Sustum. Holmes pencerenin önünde, yerde iki büklüm duran adama göz attı:
—Bu açıdan polise kolaylık gösterebiliriz, dedi.
Derin bir iç çekti:
—Şu insan ne garip mahluktur Watson.
—Evet Holmes.
—Katil bir haydut da olsa bir insan kardeşini, intiharı göze alacak kadar sevebiliyor. Bu haydut da, kardeşinin asılacağını bildiği için kendini öldürmeye kalktı.
Holmes Pycroft’a döndü:
—Neyse, vakit kaybetmeyelim. Biz burada bekleyelim, siz hemen gidip polise haber verin.
Pinner’ı polise teslim edip Londra’ya döndük… Fakat uzun müddet dinlenmemize vakit kalmadı: Karşımıza iki büklüm bir adam çıktı.


-5-

BELİ BÜKÜK ADAM


Birmingham yorgunluğunu çıkarmış, ertesi gece, elimle bir roman, ağzımda pipo, ocağın başında uyukluyordum.
Karım odasına çıkmıştı. Aşağıda sokak kapısı kilitlendi. Hizmetçiyle uşağın da yatmak üzere olduklarını anladım. Kalktım, pipomu ocağa silktim, tam bu sırada kapı vuruldu.

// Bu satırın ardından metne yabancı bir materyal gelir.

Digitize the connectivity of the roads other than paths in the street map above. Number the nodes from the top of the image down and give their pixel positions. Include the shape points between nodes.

Saate baktım, geceyarısını çeyrek geçiyor. Muhakkak hastaya, çağıracaklar, yine sabahlayacaktım. Suratımı asarak salondan çıktım, merdiven başında Sherlock Holmes’i gördüm.
—Şaştınız değil mi? dedi.
—Hayır dedim, artık alıştım.
—Beni bu gece misafir edebilir misiniz?
—Hayhay.
—Teşekkür ederim. Sizin karşınızda bir pipo içerim.
Salona girdik, oturduk. Bir müddet konuşmadı. Bu saatte gelmesinin herhalde mühim bir sebebi vardı. Anlatmasını bekledim. Nihayet sordu!
—Yorgun değilsiniz ya?
—Hayır, dinlendim.
—Elimde bir iş var. Bir insan aklının alamayacağı çok garip bir iş. Fakat ipuçlarını yakaladım. Bir iki eksiğim var, ama onları da bulacağım Watson…

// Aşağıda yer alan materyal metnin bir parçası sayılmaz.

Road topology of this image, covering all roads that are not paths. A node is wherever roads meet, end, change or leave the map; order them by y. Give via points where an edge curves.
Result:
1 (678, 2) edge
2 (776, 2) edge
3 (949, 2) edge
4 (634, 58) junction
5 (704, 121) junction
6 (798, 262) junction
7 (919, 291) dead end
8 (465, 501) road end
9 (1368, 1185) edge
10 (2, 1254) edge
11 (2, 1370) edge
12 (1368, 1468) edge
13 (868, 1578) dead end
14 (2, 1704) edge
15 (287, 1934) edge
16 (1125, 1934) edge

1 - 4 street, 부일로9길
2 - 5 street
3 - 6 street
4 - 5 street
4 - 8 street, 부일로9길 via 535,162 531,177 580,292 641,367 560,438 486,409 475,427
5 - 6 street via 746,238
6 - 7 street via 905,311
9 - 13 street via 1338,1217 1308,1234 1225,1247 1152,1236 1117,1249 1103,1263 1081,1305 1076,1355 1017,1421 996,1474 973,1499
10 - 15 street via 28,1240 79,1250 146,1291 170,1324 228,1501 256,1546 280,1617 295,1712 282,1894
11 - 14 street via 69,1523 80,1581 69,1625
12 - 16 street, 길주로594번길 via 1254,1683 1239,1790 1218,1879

Gözleri parladı, yanakları kızardı. Bir an canlı, duygulu, keskin bakışlı Sherlock Holmes oldu… Kısa sürdü bu hali, yine kabuğuna büzüldü, yüz ifadesi katılaştı, yine insanlıktan çıktı, makine adam oldu.
—İş çok enteresan… İnceledim, halletmek üzereyim. Yani halledeceğimi umuyorum… Bana yardım eder misiniz?
—Bu sorulur mu?
—Yarın Aldershot’a kadar gidebilir misiniz?

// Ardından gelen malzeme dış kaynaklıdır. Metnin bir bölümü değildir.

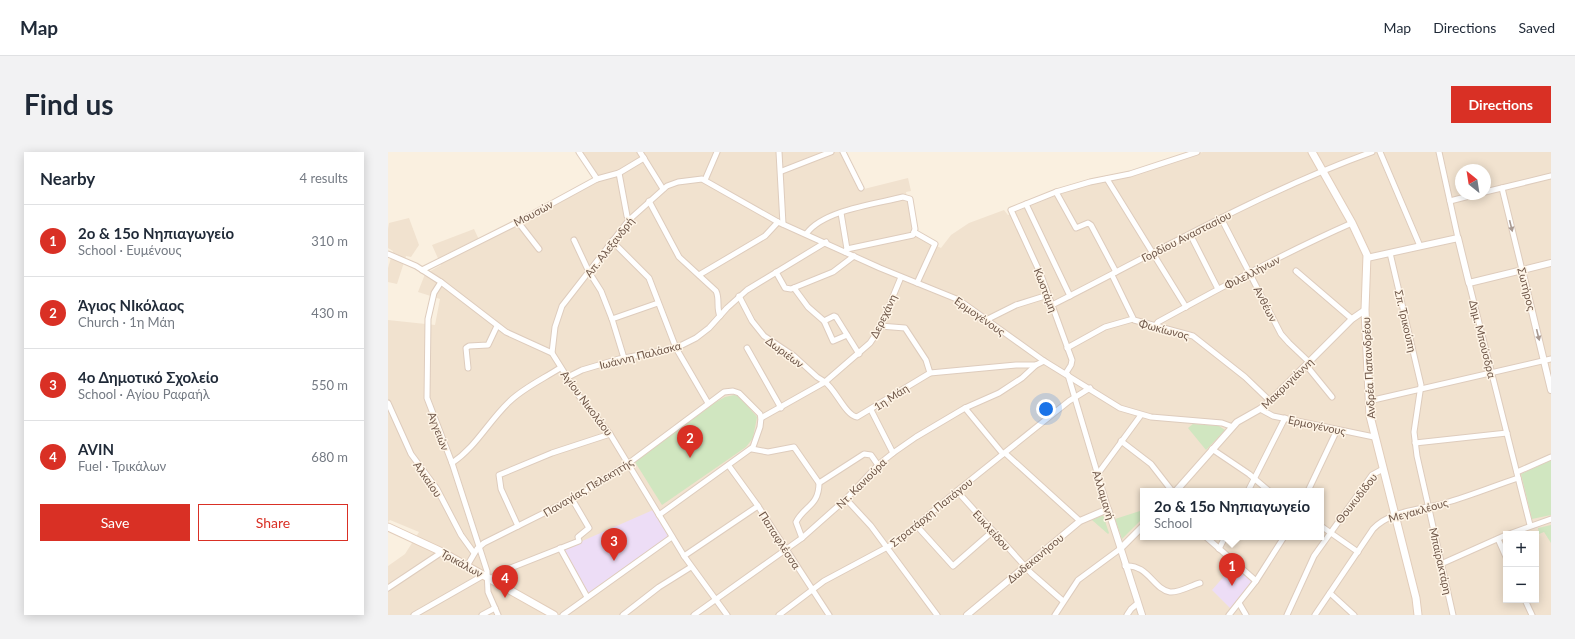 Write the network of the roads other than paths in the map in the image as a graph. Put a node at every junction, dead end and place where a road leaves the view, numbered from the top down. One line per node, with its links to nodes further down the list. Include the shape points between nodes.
1 (579, 152): 17 (street)
2 (640, 152): 12 (street)
3 (717, 152): 19 (street)
4 (779, 152): 14 (street)
5 (832, 152): 14 (street)
6 (843, 152): 20 (street)
7 (1197, 152): 18 (street)
8 (1312, 152): 13 (main road, Ανδρέα Παπανδρέου)
9 (1372, 152): 13 (street, Γορδίου Αναστασίου)
10 (1380, 152): 43 (street)
11 (1439, 152): 27 (street, Δημ. Μπούσδρα)
12 (644, 158): 15 (street, Μουσών); 22 (street)
13 (1322, 170): 30 (street, Γορδίου Αναστασίου); 34 (main road, Ανδρέα Παπανδρέου)
14 (782, 171): 35 (street)
15 (619, 173): 17 (street, Μουσών); 31 (street, via 627,216)
16 (1551, 176): 21 (street)
17 (597, 179): 32 (street, Μουσών)
18 (1107, 179): 24 (street); 46 (street)
19 (706, 180): 22 (street, Απ. Αλεξανδρή, via 678,182); 33 (street, Ερμογένους)
20 (861, 188)
21 (1502, 188): 23 (street); 53 (street, Σωτήρος, one-way to 53)
22 (663, 189): 26 (street, Απ. Αλεξανδρή)
23 (1491, 191)
24 (1056, 192): 28 (street); 57 (street, Φωκίωνος, via 1076,228 1091,224)
25 (1455, 200): 27 (street)
26 (649, 201): 31 (street, Απ. Αλεξανδρή); 59 (street, via 679,257)
27 (1450, 201): 39 (street, Δημ. Μπούσδρα)
28 (1026, 204): 66 (street, Κωστάμη, via 1011,212); 68 (street)
29 (841, 212): 36 (street, via 908,197); 37 (street, via 813,226); 45 (street)
30 (1221, 218): 38 (street, Γορδίου Αναστασίου); 58 (street, Ανθέων)
31 (630, 220): 41 (street, Απ. Αλεξανδρή)
32 (518, 222): 44 (street); 52 (street, Μουσών)
33 (778, 222): 35 (street, Ερμογένους); 59 (street, via 765,236)
34 (1352, 223): 50 (main road, Ανδρέα Παπανδρέου); 58 (street, Φιλελλήνων)
35 (784, 224): 37 (street, Ερμογένους)
36 (914, 232): 45 (street, via 909,237); 62 (street, via 935,244)
37 (806, 233): 42 (street, Ερμογένους)
38 (1190, 234): 46 (street, Γορδίου Αναστασίου); 65 (street)
39 (1458, 238): 43 (street); 63 (street, Δημ. Μπούσδρα)
40 (574, 240): 55 (street)
41 (612, 241): 55 (street, Απ. Αλεξανδρή); 69 (street, via 648,276)
42 (826, 242): 45 (street, Ερμογένους); 56 (street, Ιωάννη Παλάσκα)
43 (1420, 246): 47 (street)
44 (539, 249)
45 (846, 250): 49 (street, Ερμογένους)
46 (1154, 253): 57 (street, Γορδίου Αναστασίου); 71 (street)
47 (1390, 253): 50 (street); 102 (street, Σπ. Τρικούπη)
48 (388, 254): 52 (street)
49 (854, 256): 60 (street, Ερμογένους); 64 (street, via 833,272)
50 (1367, 258): 72 (main road, Ανδρέα Παπανδρέου)
51 (1551, 263): 53 (street)
52 (422, 270): 61 (street)
53 (1522, 270): 63 (street); 91 (street, Σωτήρος, one-way to 91)
54 (1296, 271): 76 (street)
55 (589, 272): 74 (street); 86 (street, Απ. Αλεξανδρή, via 559,312)
56 (776, 272): 64 (street, via 785,288); 67 (street, Ιωάννη Παλάσκα)
57 (1114, 273): 68 (street, Γορδίου Αναστασίου); 75 (street, Φωκίωνος)
58 (1250, 273): 65 (street, Φιλελλήνων); 92 (street, Ανθέων, via 1284,337)
59 (699, 275): 73 (street, via 717,293 717,310)
60 (901, 277): 62 (street, Ερμογένους); 80 (street, Δερεχάνη)
61 (441, 282): 79 (street); 129 (street, Αγγειών, via 434,294 428,319 427,395)
62 (917, 283): 77 (street, Ερμογένους, via 959,300)
63 (1469, 284): 97 (street, Δημ. Μπούσδρα)
64 (794, 288): 78 (street, via 811,311)
65 (1218, 289): 71 (street, Φιλελλήνων)
66 (1048, 295): 70 (street, Κωστάμη); 77 (street, via 1016,305)
67 (739, 296): 73 (street, Ιωάννη Παλάσκα); 100 (street, Δωριέων, via 752,321 764,336 794,356)
68 (1070, 296): 70 (street, Γορδίου Αναστασίου)
69 (658, 303): 74 (street); 83 (street)
70 (1052, 305): 85 (street, Κωστάμη)
71 (1186, 307): 81 (street, Φιλελλήνων)
72 (1365, 310): 76 (street, Μακρυγιάννη); 106 (main road, Ανδρέα Παπανδρέου)
73 (720, 316): 83 (street, Ιωάννη Παλάσκα, via 704,333)
74 (612, 319): 88 (street)
75 (1133, 319): 81 (street, Φωκίωνος); 85 (street, via 1105,327)
76 (1352, 319): 92 (street, Μακρυγιάννη)
77 (986, 320): 90 (street, Ερμογένους)
78 (824, 322): 82 (street, via 835,316); 82 (street, via 833,341)
79 (497, 326): 86 (street); 94 (street, via 488,345 466,348)
80 (880, 326): 87 (street, Δερεχάνη, via 870,343); 96 (street, via 905,328 926,360)
81 (1155, 326): 107 (street, Φωκίωνος, via 1195,337 1246,377)
82 (847, 335): 87 (street)
83 (676, 348): 88 (street, Ιωάννη Παλάσκα); 109 (street)
84 (747, 348): 110 (street)
85 (1067, 348): 98 (street, Κωστάμη, via 1072,363)
86 (552, 353): 95 (street, Αγίου Νικολάου)
87 (859, 354): 100 (street, Δερεχάνη)
88 (624, 358): 99 (street, Ιωάννη Παλάσκα, via 582,370)
89 (1551, 359): 91 (street)
90 (1044, 360): 93 (street); 98 (street, Ερμογένους)
91 (1544, 361): 97 (street); 103 (street, Σωτήρος)
92 (1307, 364): 105 (street, Ανθέων); 107 (street, Μακρυγιάννη)
93 (1036, 365): 96 (street, 1η Μάη); 111 (street, Ντ. Κανιούρα, via 1022,378 998,393)
94 (468, 368)
95 (560, 368): 99 (street, Αγίου Νικολάου); 129 (street, via 510,401 472,448)
96 (930, 373): 113 (street, 1η Μάη)
97 (1492, 373): 102 (street); 119 (street, Δημ. Μπούσδρα)
98 (1067, 374): 101 (street, Ερμογένους); 104 (street, Αλλαμανή)
99 (566, 378): 120 (street, Αγίου Νικολάου)
100 (825, 382): 110 (street); 113 (street, 1η Μάη, via 851,416 858,417)
101 (1090, 388): 104 (street, Στρατάρχη Παπάγου); 114 (street, Ερμογένους, via 1120,408)
102 (1421, 389): 106 (street); 123 (street, Μπαϊρακτάρη, via 1415,416)
103 (1551, 390)
104 (1074, 397): 127 (street, Στρατάρχη Παπάγου); 135 (street, Αλλαμανή)
105 (1332, 397)
106 (1369, 401): 121 (main road, Ανδρέα Παπανδρέου)
107 (1270, 402): 112 (street, Μακρυγιάννη)
108 (388, 403): 179 (street, Αλκαίου, via 413,458 437,489 461,535)
109 (708, 403): 115 (street, via 722,393 736,391); 130 (street, Παναγίας Πελεκητής)
110 (781, 408): 115 (street)
111 (965, 408): 126 (street, Ντ. Κανιούρα); 127 (street)
112 (1260, 409): 116 (street, Ερμογένους, via 1273,416); 117 (street, Μακρυγιάννη)
113 (870, 410): 126 (street)
114 (1141, 415): 117 (street, Ερμογένους, via 1222,423); 122 (street)
115 (762, 418): 124 (street)
116 (1285, 418): 118 (street, Ερμογένους); 137 (street)
117 (1233, 427): 125 (street, Μακρυγιάννη)
118 (1337, 430): 121 (street, Ερμογένους); 143 (street)
119 (1507, 433): 123 (street); 134 (street, Δημ. Μπούσδρα)
120 (610, 434): 130 (street, Αγίου Νικολάου); 156 (street, via 552,452 500,473 498,477 501,489)
121 (1374, 437): 133 (main road, Ανδρέα Παπανδρέου)
122 (1121, 441): 135 (street); 139 (street, via 1151,464)
123 (1415, 443): 148 (street, Μπαϊρακτάρη)
124 (752, 449): 132 (street); 138 (street, via 768,452 793,446)
125 (1212, 450): 137 (street); 140 (street, Μακρυγιάννη)
126 (893, 452): 131 (street, Ντ. Κανιούρα)
127 (1004, 453): 144 (street, Στρατάρχη Παπάγου); 153 (street)
128 (1551, 457): 134 (street)
129 (452, 463): 170 (street, Αγγειών)
130 (629, 463): 145 (street, Παναγίας Πελεκητής); 150 (street, Αγίου Νικολάου)
131 (878, 464): 138 (street, via 871,455 864,454); 146 (street, Ντ. Κανιούρα)
132 (729, 466): 147 (street, Παπαφλέσσα); 150 (street)
133 (1383, 469): 151 (main road, Ανδρέα Παπανδρέου); 162 (street, Θουκυδίδου, via 1372,474)
134 (1517, 472): 136 (street, Δημ. Μπούσδρα)
135 (1097, 475): 149 (street, Αλλαμανή)
136 (1518, 478): 148 (street, Μεγακλέους); 155 (street, Δημ. Μπούσδρα)
137 (1254, 479): 141 (street); 142 (street)
138 (819, 483): 165 (street, via 814,502 796,522)
139 (1170, 488)
140 (1179, 488)
141 (1250, 488)
142 (1266, 488)
143 (1309, 488)
144 (957, 490): 154 (street, Στρατάρχη Παπάγου); 160 (street, Ευκλείδου)
145 (572, 499): 156 (street, Παναγίας Πελεκητής); 171 (street, via 589,530 578,537 579,541)
146 (846, 499): 165 (street, Ντ. Κανιούρα); 172 (street)
147 (758, 506): 175 (street, Παπαφλέσσα); 180 (street)
148 (1429, 507): 151 (street, Μεγακλέους); 181 (street, Μπαϊρακτάρη)
149 (1108, 509): 153 (street, Δωδεκανήσου); 173 (street, Αλλαμανή)
150 (659, 515): 163 (street, Αγίου Νικολάου)
151 (1394, 515): 178 (street, Μεγακλέους, via 1384,519 1373,529); 219 (main road, Ανδρέα Παπανδρέου, via 1416,598)
152 (1551, 519): 155 (street)
153 (1080, 521): 185 (street, Δωδεκανήσου)
154 (916, 525): 160 (street, via 953,566); 172 (street, Στρατάρχη Παπάγου)
155 (1530, 525): 161 (street)
156 (518, 526): 170 (street, Παναγίας Πελεκητής)
157 (388, 528): 177 (main road, Τρικάλων)
158 (1324, 528): 162 (street)
159 (1140, 529): 173 (street)
160 (993, 531): 185 (street, Ευκλείδου)
161 (1516, 531)
162 (1330, 532): 178 (street); 216 (street, Θουκυδίδου, via 1312,561)
163 (672, 537): 180 (street, Αγίου Νικολάου); 192 (street)
164 (1503, 537): 166 (street)
165 (802, 538): 175 (street, Ντ. Κανιούρα)
166 (1498, 539): 176 (street); 181 (street)
167 (1209, 540): 174 (street)
168 (1224, 540): 174 (street)
169 (1282, 540): 187 (street)
170 (479, 547): 179 (street, Παναγίας Πελεκητής); 186 (street, Αγγειών)
171 (560, 548): 186 (street); 192 (street)
172 (887, 548): 190 (street, Στρατάρχη Παπάγου); 209 (street)
173 (1120, 549): 183 (street, Αλλαμανή); 194 (street, via 1078,580)
174 (1219, 549): 187 (street)
175 (787, 550): 190 (street, Παπαφλέσσα); 193 (street, Ντ. Κανιούρα)
176 (1503, 550)
177 (442, 552): 182 (main road, Τρικάλων); 189 (street)
178 (1358, 552): 191 (street, Μεγακλέους)
179 (474, 553): 182 (street, Παναγίας Πελεκητής)
180 (684, 556): 184 (street, Αγίου Νικολάου)
181 (1441, 564): 220 (street, Μπαϊρακτάρη)
182 (468, 566): 186 (main road, Τρικάλων)
183 (1125, 566): 188 (street, via 1142,570 1170,592); 195 (street, Αλλαμανή)
184 (691, 567): 193 (street, Αγίου Νικολάου); 204 (street, via 659,587)
185 (1025, 567): 194 (street, Ευκλείδου); 210 (street, Δωδεκανήσου)
186 (488, 578): 198 (street, Αγγειών, via 487,590); 199 (street); 202 (main road, Τρικάλων)
187 (1256, 581): 196 (street)
188 (1200, 583)
189 (388, 588)
190 (812, 589): 207 (street, Στρατάρχη Παπάγου); 208 (street, Παπαφλέσσα)
191 (1330, 593): 217 (street, Μεγακλέους); 218 (street)
192 (587, 597): 203 (street)
193 (715, 600): 205 (street, Ντ. Κανιούρα); 206 (street, Αγίου Νικολάου)
194 (1063, 602): 211 (street)
195 (1138, 603): 212 (street); 213 (street, Αλλαμανή)
196 (1239, 603): 214 (street); 215 (street)
197 (1526, 603): 221 (street)
198 (495, 608): 200 (street); 201 (street, Αγγειών)
199 (414, 615)
200 (482, 615)
201 (498, 615)
202 (554, 615)
203 (562, 615)
204 (623, 615)
205 (694, 615)
206 (727, 615)
207 (779, 615)
208 (829, 615)
209 (937, 615)
210 (967, 615)
211 (1055, 615)
212 (1127, 615)
213 (1142, 615)
214 (1229, 615)
215 (1246, 615)
216 (1287, 615)
217 (1315, 615)
218 (1354, 615)
219 (1418, 615)
220 (1453, 615)
221 (1532, 615)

—Giderim. Hastalarımı yine Jackson’a bırakırım.
—Teşekkür ederim. Yarın Waterloo’dan on biri on geçe trenine bineriz.
—İşin ne olduğunu sorabilir miyim?
—Uykunuz yoksa anlatayım.
—Siz gelmeden uyukluyordum, ama artık uykum kaçtı.
—Önemli noktaları kaçırmadan işin özetini çıkaracağım. Belki de gazetelerde görmüşsünüzdür. Aldershot’da Royal Mallows alayı kumandanı Albay Barclay’in öldürülmesi meselesi.
—Hayır, okumadım.
—Henüz bütün basına intikal etmedi, yalnız Aldershat gazeteleri yazdı. Mesele kısaca şu:
“Royal Mallows, bildiğiniz gibi, İngiliz ordusunun en meşhur İrlanda tümenidir. Bu tümenin savaşlarda büyük yararlığı görülmüştür. Bu alayın kumandanı Albay James Barday’di. Bu ihtiyar asker alaydan yetişmiş, isyan sırasında cesaretiyle ün kazanmış albaylığa yükselmiş, alayının kumandanlığına tayin edilmişti.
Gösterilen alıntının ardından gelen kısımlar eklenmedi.